Malignant cerebral edema can lead to a mortality rate of 80% when treated medically.10,11 DC has been established as a treatment for malignant cerebral edema for strokes, but its use has mainly been focused on MCA infarction.10,12–19 Various randomized controlled trials have shown a significant improvement in the survival of patients who underwent DC for malignant MCA infarction,20–22 from 29% to 78%. However, an improvement in functional outcomes was not demonstrated.23 Previous studies have also found that significant predictors of mortality and poor functional outcome in such patients included older age, previous history of stroke, diabetes mellitus, preoperative low Glasgow Coma Scale (GCS) score, the presence of anisocoria, a midline shift > 10 mm, and an increased time from the onset of stroke to DC.12,24–28

The aim of this study was to determine if DC is as effective in reducing mortality and morbidity in patients with malignant ICA infarction compared with those with malignant MCA infarction and to review the long-term outcomes in both groups of patients.

Methods

Study Design

This multicenter retrospective study was conducted in Tan Tock Seng Hospital and Singapore General Hospital, two of the largest neurosurgical units in Singapore, a multicultural Asian city. From January 2005 to March 2020, all consecutive patients who were admitted for large territory infarction in the MCA or ICA territory and subsequently underwent therapeutic DC for malignant cerebral edema were recruited. Institutional ethics review board was obtained.

Inclusion and Exclusion Criteria

Patients aged 18 to 95 years who underwent therapeutic DC for either an MCA or ICA territory infarction at our two main hospitals were included. An MCA infarction was defined as cerebral infarction occurring within the MCA territory, while an ICA infarction was defined as cerebral infarction occurring within the ACA or PCA territory in addition to the MCA territory. These patients were selected based on the institutional protocol determined by the neurosurgical and neurology departments. The inclusion criteria included having an acute large territory infarction involving more than 50% of MCA territory on imaging; a premorbid modified Rankin Scale (mRS) score of < 3; and clinical deterioration according to the GCS score, pupillary reaction, or progression of focal neurological deficit. Patients who were comatose with a GCS score < 6, those with fixed and dilated bilateral pupils, those with serious medical comorbidities that precluded surgery, and those with a likely life expectancy < 3 years were excluded. Our study also excluded patients who underwent prophylactic DC and patients with a large territory infarction due to surgical complications or trauma.

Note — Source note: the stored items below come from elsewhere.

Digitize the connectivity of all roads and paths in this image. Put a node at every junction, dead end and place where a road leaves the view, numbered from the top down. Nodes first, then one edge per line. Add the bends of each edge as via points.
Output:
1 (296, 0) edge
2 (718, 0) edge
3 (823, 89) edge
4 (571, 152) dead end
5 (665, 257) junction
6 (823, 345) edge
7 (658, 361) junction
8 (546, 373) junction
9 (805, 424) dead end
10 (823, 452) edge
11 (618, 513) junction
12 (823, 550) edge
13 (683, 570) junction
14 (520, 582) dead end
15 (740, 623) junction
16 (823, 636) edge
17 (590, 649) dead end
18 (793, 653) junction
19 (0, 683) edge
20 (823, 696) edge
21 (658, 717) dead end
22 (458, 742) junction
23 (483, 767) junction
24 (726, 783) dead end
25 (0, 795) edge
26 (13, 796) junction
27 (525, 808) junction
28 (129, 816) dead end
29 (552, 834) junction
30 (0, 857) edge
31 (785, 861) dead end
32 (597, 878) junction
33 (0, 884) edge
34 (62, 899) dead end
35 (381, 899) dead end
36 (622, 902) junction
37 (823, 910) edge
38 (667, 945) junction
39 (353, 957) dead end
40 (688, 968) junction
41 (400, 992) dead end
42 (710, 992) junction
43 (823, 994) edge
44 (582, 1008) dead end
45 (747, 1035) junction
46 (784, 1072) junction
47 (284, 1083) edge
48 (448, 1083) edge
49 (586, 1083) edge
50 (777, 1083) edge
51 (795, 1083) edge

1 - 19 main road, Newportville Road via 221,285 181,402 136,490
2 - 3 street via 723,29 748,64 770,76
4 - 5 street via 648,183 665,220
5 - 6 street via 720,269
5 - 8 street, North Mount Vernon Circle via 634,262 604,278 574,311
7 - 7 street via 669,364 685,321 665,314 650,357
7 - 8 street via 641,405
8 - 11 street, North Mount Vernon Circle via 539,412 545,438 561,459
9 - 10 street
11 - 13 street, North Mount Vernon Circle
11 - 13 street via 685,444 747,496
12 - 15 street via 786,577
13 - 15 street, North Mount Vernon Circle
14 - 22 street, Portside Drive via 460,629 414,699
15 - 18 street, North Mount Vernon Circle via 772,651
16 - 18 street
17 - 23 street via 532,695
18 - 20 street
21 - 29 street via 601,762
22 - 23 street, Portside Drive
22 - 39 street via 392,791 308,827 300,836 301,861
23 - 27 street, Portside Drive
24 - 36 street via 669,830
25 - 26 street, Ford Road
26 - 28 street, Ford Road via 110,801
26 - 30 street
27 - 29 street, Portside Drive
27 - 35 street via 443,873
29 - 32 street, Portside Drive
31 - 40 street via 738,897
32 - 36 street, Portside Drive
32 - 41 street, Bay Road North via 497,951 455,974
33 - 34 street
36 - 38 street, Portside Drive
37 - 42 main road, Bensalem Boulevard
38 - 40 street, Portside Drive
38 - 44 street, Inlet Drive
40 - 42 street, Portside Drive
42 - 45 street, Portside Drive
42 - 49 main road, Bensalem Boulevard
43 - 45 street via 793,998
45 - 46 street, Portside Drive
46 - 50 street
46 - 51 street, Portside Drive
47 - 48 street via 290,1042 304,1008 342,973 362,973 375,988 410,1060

Surgical Procedure and Periprocedural Care

On admission, patients meeting the American Heart Association/American Stroke Association stroke guidelines17 underwent thrombolytic intravenous therapy with recombinant tissue plasminogen activator (rtPA) and/or thrombectomy. Patients were subsequently admitted to a dedicated stroke unit or high-dependency ward. On satisfying the abovementioned inclusion and exclusion criteria, therapeutic DC was offered.

Decompressive hemicraniectomy was performed as follows: a large reverse-question-mark skin incision was performed ipsilateral to the side of the stroke. A large bone flap with a diameter of at least 12 cm was removed, with additional subtemporal decompression performed. The dura mater was opened in a linear, curvilinear, or stellate fashion. An ICP monitor was inserted to allow ICP-guided management postoperatively. Closure was performed with a dural substitute that was either secured in a loose fashion or laid over the original dura. Epidural drains were inserted, and soft tissue was closed in layers.

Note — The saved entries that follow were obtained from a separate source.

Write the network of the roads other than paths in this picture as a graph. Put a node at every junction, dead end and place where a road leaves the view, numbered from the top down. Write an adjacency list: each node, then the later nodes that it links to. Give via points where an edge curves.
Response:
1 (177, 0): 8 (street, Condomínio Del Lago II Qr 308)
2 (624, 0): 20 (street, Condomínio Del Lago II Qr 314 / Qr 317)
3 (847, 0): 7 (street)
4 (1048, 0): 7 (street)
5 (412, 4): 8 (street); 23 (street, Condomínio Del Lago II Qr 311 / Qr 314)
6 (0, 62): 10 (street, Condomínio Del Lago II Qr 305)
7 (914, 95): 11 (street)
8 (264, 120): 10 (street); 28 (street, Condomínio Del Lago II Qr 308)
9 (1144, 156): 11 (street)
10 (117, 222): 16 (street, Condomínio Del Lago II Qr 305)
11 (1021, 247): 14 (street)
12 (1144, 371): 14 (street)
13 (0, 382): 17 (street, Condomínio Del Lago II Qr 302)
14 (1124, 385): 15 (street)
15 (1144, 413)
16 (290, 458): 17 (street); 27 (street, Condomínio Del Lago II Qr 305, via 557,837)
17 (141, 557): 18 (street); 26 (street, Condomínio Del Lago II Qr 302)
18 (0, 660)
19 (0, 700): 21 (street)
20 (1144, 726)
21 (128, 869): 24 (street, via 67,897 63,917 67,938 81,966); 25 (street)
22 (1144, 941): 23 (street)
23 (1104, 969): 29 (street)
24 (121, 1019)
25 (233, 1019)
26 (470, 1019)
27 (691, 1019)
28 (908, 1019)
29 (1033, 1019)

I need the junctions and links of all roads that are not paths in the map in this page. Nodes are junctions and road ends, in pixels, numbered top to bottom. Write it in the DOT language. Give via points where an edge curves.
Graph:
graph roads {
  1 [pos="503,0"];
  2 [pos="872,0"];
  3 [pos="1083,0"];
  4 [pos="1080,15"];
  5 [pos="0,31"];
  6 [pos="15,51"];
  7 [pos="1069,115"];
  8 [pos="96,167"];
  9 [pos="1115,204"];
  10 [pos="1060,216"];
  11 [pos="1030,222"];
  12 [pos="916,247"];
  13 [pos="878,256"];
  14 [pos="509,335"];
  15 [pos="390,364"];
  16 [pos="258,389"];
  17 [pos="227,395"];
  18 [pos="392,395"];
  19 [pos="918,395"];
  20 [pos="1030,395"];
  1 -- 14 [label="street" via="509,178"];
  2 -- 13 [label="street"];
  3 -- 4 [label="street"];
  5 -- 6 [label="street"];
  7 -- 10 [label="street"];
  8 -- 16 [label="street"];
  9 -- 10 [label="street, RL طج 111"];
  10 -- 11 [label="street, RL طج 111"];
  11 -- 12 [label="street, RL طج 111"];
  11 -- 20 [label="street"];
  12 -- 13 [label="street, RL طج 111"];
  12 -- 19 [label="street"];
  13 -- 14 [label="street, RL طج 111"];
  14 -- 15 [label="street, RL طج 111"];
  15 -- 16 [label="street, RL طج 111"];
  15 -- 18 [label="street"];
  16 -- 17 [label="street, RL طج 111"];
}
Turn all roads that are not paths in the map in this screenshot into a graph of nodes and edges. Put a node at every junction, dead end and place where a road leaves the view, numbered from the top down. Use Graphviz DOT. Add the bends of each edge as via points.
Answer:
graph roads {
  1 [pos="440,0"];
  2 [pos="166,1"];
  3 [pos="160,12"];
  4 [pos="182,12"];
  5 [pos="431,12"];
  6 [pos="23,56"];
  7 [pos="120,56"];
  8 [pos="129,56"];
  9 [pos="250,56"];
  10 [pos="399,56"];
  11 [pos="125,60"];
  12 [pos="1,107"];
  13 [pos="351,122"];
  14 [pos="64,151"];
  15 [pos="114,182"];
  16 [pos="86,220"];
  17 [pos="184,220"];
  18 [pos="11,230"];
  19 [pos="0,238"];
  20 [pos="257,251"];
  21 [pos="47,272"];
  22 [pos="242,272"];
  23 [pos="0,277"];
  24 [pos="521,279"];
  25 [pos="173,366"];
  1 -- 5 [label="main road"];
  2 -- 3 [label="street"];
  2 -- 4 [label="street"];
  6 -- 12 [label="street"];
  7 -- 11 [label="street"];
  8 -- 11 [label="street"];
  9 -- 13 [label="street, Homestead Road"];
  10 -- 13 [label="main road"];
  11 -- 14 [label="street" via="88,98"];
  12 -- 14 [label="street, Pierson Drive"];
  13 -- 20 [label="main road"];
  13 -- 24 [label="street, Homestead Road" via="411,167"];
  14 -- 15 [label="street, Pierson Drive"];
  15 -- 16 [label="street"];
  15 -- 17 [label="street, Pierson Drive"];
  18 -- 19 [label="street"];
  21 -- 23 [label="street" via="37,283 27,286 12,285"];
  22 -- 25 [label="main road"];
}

All patients remained intubated and sedated postoperatively and were managed in a dedicated neurosurgical intensive care unit (NICU). Medical management was then instituted as required to control ICP postoperatively (targeting < 20 mm Hg) with sedation, osmotic diuretics, and barbiturate coma.

Data Collection

Records and imaging files were reviewed for the current analysis, and clinical, radiological, and monitoring data were extracted. The recruited patients were classified into two groups based on the territory of the ischemic infarction: an MCA infarction group (limited to the MCA territory) and an ICA infarction group (extended to involve the MCA and ipsilateral ACA and/or PCA territory). Patient characteristics, including age, sex, past medical history formulated using the Charlson Comorbidity Index (CCI), laterality of the infarction, and the time elapsed from stroke onset to decompressive surgery, were recorded. The clinical status of each patient was assessed both pre- and postoperatively by using the GCS and by observing the presence of pupillary dilation. The primary treatment of the stroke with either thrombolysis or thrombectomy was also documented.

Outcome measures, including the length of stay in the NICU (days) and the overall hospital stay (from admission to discharge or death, in days), postoperative morbidity and mortality during the follow-up duration, and function, were documented. Dates of death (including both inpatient and outside the hospital) were obtained from the Singapore National Registry of Diseases Office. De-identification of our patient data set was also performed by the Singapore National Registry of Diseases Office. Functional outcome was assessed using the mRS score at discharge and at 1 month and 6 months after the procedure. In our study, a CCI score ≤ 2, a GCS score > 8, and an mRS score of 0–2 were defined as favorable. The mean follow-up duration was formulated based on attendance at follow-up visits.

Statistical Analysis

Variable distributions are described using frequency (%) and mean ± standard deviation or median (IQR) for categorical and continuous variables, respectively. The two patient groups were compared using the chi-square test (or the Fisher’s exact test, where appropriate) and the two-sample t-test (or the Mann-Whitney U-test, depending on the normality assumption) for categorical and continuous variables, respectively, for statistical significance.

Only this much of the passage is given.